> **Data extracts**
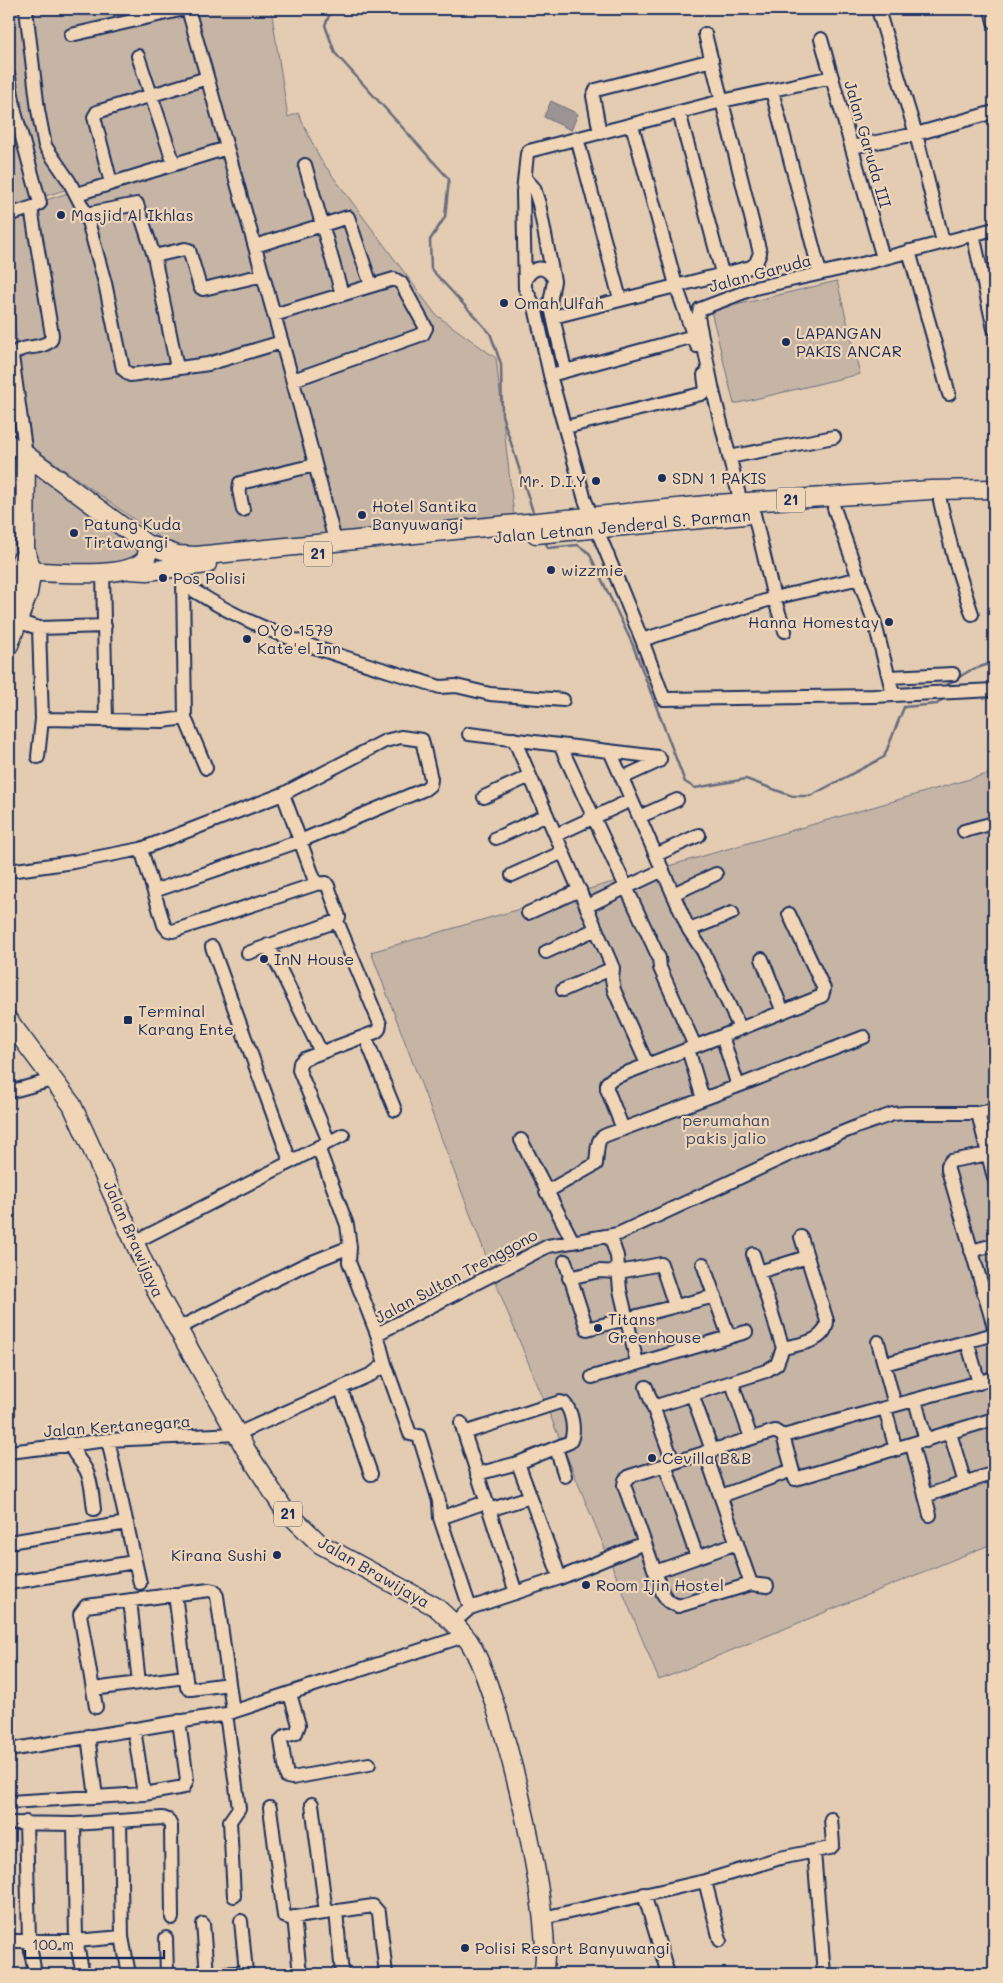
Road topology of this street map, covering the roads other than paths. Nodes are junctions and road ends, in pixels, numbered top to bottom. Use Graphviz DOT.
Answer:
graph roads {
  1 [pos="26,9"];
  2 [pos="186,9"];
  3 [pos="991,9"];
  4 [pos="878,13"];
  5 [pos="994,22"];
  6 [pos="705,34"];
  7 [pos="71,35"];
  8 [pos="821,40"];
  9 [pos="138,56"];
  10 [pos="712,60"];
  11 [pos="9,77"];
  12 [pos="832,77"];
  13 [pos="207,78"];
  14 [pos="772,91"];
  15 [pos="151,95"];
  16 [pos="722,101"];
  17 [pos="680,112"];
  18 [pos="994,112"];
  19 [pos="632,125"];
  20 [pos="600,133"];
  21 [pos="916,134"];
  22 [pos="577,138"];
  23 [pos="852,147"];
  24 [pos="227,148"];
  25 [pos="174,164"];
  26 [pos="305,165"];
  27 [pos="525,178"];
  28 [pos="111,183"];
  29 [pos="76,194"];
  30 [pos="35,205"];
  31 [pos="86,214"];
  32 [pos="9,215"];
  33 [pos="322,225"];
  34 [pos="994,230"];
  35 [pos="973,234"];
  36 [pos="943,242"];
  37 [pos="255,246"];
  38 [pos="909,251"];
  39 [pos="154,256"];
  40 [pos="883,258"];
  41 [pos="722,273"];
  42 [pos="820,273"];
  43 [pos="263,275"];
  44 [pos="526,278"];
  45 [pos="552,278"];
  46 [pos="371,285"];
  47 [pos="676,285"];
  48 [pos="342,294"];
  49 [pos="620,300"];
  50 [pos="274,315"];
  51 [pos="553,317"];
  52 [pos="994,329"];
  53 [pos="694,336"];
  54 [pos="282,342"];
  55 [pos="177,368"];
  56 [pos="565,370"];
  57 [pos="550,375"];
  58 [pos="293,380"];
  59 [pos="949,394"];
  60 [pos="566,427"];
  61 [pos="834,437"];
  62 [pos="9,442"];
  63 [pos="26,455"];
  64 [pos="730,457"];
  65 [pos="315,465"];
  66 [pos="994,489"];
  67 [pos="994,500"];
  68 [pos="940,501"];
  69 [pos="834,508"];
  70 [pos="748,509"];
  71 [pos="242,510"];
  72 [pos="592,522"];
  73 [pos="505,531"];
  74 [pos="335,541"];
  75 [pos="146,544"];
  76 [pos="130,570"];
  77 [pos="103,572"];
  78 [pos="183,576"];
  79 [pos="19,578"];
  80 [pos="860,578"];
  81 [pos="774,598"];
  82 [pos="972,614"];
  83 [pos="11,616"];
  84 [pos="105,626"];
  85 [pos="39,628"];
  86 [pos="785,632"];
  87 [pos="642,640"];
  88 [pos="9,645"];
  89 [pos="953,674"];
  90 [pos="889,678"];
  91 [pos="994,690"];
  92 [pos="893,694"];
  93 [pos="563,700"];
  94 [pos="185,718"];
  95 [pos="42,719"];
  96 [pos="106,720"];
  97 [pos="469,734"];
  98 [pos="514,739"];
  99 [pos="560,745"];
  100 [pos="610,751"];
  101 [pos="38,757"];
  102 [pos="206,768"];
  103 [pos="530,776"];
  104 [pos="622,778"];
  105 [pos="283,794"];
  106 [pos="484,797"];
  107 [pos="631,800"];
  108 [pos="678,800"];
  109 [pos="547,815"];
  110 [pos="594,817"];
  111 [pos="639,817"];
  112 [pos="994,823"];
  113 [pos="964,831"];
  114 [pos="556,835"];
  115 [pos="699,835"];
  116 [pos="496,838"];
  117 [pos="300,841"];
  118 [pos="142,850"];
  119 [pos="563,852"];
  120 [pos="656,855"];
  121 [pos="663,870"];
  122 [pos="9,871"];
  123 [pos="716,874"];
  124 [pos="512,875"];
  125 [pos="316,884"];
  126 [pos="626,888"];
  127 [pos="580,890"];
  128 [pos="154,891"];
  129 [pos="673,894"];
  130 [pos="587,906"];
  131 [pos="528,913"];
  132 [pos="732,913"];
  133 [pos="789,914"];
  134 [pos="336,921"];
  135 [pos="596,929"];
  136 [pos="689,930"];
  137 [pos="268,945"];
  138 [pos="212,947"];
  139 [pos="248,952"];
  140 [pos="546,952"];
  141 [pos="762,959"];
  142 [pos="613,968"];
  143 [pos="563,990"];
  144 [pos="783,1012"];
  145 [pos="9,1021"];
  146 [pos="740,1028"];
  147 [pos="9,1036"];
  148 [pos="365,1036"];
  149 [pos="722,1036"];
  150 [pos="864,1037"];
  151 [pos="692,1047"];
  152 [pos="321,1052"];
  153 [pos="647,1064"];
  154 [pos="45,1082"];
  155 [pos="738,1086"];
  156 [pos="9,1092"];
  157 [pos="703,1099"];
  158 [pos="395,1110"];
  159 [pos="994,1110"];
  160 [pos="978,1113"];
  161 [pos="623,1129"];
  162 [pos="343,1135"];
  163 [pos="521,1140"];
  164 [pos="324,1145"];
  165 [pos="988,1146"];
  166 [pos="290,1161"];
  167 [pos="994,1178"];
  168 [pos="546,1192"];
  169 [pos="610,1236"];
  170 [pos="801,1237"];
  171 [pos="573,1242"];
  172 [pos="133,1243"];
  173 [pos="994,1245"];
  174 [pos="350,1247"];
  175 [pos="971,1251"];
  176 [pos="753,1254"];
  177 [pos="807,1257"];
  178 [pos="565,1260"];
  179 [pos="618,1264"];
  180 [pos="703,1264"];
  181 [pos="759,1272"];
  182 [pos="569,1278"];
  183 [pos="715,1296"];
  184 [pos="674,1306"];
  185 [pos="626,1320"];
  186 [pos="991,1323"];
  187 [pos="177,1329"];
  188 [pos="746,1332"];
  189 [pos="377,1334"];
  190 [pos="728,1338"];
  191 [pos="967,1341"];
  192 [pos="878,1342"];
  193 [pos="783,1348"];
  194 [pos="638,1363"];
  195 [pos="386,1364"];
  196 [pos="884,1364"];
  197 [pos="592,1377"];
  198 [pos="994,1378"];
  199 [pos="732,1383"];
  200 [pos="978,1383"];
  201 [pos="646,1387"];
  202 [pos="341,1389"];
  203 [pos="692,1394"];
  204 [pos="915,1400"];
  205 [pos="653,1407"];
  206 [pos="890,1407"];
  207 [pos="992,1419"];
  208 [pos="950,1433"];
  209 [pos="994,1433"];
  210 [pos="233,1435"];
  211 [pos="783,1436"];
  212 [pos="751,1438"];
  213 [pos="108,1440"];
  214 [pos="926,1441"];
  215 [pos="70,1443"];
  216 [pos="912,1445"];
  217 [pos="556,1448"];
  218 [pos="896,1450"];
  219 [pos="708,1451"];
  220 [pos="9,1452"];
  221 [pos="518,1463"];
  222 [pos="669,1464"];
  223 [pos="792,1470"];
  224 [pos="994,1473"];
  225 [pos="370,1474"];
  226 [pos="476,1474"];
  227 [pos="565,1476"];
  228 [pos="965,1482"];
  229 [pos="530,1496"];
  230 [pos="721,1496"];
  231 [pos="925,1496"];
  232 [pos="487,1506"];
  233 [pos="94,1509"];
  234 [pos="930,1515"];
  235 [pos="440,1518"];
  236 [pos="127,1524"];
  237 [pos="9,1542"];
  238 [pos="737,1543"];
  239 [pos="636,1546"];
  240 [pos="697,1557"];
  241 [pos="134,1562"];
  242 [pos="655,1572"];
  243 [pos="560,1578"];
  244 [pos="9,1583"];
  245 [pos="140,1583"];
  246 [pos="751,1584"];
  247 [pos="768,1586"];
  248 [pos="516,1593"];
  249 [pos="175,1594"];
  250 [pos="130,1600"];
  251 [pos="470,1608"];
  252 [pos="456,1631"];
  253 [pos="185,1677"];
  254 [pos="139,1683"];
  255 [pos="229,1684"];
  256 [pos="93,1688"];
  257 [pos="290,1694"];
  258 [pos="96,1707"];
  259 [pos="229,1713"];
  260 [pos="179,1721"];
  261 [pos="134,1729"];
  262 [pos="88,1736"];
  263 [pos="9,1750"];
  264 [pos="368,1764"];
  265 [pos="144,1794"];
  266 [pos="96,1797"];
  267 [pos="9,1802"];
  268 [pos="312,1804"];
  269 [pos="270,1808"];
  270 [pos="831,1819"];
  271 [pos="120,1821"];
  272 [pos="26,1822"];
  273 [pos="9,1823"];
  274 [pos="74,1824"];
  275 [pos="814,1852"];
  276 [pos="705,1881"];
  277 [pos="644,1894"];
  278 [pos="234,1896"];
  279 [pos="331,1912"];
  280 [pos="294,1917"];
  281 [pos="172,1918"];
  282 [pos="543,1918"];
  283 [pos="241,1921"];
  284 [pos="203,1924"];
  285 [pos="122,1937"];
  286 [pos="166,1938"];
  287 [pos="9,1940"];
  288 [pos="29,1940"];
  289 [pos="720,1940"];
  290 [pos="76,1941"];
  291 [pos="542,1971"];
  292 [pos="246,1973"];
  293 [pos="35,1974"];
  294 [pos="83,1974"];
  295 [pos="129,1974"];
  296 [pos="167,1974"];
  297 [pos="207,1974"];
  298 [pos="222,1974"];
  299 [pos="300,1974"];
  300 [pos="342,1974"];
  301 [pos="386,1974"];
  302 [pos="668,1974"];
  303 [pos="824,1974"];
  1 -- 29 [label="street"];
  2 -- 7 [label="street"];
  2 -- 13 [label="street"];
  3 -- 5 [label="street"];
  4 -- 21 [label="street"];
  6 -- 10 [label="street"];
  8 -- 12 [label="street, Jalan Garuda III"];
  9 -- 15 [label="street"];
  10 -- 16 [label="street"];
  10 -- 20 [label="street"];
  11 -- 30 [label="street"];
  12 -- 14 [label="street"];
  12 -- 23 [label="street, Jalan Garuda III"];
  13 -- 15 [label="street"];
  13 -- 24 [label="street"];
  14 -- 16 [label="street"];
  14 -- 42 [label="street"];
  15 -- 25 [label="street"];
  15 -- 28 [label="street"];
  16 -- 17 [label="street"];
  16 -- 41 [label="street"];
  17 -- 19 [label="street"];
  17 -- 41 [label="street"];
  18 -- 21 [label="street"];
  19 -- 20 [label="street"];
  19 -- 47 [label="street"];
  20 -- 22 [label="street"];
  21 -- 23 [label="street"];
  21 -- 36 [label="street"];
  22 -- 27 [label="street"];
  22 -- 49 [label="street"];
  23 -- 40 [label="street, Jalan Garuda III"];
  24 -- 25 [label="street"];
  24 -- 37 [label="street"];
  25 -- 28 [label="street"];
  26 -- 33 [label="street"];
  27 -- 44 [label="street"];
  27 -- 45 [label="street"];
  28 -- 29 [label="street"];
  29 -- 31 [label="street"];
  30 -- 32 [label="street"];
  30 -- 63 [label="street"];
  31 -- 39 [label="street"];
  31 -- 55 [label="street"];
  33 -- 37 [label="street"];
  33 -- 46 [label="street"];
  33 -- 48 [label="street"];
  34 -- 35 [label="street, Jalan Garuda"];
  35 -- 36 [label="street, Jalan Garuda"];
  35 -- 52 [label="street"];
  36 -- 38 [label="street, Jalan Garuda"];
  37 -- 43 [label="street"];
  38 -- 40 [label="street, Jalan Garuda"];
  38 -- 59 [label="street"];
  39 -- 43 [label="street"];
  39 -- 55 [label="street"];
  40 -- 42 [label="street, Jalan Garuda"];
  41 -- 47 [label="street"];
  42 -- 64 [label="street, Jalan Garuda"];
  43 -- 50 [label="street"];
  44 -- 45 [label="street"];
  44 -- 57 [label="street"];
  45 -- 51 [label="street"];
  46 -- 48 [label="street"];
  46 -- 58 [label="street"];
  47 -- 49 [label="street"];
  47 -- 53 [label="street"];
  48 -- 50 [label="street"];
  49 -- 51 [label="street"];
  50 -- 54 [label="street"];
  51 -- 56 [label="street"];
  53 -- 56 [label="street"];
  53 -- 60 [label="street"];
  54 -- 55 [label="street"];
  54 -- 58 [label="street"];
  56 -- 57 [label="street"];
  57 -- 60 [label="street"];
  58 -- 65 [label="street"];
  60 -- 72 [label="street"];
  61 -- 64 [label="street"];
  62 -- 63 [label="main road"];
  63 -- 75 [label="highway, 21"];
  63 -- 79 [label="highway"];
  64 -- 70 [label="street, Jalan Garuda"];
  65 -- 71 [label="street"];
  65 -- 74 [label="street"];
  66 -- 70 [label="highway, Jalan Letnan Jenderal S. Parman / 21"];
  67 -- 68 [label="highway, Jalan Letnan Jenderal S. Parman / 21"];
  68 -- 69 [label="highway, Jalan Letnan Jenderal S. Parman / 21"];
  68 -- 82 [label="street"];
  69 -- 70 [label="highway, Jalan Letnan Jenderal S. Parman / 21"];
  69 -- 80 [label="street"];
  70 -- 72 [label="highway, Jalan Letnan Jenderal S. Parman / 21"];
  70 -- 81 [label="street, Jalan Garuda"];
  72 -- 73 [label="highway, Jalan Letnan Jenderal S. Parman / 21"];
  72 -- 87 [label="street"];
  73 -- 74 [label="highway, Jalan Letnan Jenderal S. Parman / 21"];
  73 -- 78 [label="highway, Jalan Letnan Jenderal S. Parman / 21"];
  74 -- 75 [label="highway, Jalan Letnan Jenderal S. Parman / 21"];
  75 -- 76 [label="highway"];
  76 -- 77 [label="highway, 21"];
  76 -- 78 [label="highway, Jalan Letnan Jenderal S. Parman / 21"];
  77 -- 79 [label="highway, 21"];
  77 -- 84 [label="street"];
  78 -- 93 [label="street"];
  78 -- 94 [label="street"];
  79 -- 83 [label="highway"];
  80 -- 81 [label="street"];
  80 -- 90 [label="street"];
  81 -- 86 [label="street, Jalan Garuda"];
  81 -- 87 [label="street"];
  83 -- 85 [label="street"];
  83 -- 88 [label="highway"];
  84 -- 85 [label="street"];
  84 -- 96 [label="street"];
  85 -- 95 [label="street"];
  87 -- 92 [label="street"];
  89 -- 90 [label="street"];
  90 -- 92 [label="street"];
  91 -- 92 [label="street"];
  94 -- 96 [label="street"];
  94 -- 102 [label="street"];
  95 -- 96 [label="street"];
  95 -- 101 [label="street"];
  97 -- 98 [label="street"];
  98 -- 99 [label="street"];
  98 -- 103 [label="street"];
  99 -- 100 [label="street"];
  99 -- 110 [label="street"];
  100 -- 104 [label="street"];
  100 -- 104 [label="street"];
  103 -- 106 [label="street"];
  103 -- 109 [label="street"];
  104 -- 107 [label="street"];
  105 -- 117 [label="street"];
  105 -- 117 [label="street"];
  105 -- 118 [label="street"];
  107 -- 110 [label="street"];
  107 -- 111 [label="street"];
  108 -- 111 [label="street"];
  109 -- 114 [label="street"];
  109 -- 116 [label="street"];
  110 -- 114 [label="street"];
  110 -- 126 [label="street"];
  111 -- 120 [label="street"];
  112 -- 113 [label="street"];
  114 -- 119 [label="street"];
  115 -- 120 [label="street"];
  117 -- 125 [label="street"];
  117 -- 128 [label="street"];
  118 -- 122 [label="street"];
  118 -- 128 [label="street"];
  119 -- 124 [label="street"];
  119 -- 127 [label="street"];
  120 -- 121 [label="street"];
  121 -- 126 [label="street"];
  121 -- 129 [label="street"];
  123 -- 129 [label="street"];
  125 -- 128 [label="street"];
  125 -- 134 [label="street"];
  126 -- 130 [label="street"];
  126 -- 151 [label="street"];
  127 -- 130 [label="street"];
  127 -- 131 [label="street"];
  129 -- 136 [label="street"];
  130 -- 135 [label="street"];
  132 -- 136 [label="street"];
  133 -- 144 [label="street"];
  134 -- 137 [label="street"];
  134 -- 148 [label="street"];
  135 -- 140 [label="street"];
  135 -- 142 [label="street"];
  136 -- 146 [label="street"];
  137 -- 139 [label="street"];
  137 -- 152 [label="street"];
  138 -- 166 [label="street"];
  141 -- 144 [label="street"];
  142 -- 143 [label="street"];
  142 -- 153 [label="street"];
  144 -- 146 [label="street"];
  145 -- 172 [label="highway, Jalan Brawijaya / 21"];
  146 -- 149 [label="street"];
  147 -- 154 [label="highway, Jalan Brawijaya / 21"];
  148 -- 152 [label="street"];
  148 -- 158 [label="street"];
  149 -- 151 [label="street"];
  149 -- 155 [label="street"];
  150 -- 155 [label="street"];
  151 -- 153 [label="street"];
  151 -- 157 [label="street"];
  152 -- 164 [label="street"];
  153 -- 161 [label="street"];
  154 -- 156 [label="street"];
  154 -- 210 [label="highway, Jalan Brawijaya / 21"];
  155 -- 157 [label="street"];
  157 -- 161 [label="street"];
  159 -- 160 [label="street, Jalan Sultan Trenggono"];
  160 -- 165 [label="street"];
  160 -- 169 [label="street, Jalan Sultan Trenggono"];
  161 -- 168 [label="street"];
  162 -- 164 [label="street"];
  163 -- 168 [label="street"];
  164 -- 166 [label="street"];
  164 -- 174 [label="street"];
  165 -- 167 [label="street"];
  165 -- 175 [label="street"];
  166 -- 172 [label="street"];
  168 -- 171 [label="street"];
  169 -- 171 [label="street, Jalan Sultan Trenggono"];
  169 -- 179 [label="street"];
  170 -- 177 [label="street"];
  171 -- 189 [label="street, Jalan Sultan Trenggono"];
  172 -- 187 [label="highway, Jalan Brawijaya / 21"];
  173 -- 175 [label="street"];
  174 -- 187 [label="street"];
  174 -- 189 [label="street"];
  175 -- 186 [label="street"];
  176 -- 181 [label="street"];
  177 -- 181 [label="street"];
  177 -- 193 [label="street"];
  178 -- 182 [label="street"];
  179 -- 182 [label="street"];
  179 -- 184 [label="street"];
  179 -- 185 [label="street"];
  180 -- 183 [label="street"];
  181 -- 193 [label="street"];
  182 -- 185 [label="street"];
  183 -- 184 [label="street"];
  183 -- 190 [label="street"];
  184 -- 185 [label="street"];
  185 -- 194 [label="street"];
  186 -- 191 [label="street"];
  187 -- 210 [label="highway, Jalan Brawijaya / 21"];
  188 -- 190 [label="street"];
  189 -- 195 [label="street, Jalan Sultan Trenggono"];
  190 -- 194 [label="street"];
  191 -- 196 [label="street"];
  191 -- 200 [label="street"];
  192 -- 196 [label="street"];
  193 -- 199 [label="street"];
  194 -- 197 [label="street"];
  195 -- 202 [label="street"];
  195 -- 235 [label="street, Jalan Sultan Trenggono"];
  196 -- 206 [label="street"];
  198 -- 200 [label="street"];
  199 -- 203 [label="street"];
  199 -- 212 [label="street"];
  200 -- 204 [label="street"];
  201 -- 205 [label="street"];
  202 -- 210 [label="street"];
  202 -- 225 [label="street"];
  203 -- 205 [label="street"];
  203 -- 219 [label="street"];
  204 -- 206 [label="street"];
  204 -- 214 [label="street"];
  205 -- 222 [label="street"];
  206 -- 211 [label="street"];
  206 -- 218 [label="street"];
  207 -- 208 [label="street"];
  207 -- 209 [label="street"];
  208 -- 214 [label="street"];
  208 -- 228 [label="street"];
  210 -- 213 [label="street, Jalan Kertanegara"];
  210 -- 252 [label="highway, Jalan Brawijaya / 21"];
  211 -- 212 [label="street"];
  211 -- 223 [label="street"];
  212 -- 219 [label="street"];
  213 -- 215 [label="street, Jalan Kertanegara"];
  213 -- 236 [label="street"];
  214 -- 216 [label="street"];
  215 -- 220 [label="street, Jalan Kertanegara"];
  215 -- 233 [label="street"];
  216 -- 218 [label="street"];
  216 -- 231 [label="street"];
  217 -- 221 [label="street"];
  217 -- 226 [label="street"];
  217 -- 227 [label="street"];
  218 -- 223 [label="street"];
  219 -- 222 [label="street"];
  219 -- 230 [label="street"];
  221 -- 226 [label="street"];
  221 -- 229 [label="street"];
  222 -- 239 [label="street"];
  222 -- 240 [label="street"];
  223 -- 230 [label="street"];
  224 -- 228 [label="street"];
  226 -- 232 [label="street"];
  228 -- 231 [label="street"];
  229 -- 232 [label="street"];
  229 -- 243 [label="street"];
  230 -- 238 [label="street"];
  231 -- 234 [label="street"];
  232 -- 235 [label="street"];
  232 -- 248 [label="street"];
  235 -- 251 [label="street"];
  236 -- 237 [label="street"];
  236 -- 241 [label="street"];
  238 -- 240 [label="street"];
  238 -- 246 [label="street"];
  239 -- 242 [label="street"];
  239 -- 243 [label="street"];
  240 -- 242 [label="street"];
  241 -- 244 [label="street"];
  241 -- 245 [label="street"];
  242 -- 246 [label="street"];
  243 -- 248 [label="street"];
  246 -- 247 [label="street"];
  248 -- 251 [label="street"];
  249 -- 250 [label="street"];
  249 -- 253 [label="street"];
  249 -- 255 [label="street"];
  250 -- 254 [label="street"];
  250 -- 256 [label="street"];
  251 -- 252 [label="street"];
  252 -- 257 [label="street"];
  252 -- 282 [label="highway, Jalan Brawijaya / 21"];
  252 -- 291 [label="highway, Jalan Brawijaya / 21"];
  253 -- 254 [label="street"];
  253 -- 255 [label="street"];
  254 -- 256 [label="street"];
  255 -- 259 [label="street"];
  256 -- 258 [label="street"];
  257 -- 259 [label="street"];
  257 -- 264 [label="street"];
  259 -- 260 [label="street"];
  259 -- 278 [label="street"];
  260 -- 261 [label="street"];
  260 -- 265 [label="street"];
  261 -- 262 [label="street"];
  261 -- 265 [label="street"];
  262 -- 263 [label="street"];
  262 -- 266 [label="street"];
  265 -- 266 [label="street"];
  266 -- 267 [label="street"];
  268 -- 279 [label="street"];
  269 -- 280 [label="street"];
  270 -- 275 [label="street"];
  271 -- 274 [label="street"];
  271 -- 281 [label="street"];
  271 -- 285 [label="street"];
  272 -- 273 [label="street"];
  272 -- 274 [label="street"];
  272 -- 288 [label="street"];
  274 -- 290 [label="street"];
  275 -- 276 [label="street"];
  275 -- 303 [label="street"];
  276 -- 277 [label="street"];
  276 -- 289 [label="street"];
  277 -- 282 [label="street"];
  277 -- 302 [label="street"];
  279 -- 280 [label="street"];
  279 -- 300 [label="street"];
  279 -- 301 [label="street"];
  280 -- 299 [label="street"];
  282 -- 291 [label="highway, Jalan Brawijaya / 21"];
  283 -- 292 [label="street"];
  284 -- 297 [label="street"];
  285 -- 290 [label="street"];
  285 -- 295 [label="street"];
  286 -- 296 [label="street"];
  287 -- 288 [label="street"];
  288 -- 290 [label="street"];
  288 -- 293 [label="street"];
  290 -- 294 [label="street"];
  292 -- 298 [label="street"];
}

> **Task item**
Lines containing the word "roads": copy each of them from the material.

> **Completed task**
Road topology of this street map, covering the roads other than paths. Nodes are junctions and road ends, in pixels, numbered top to bottom. Use Graphviz DOT.
graph roads {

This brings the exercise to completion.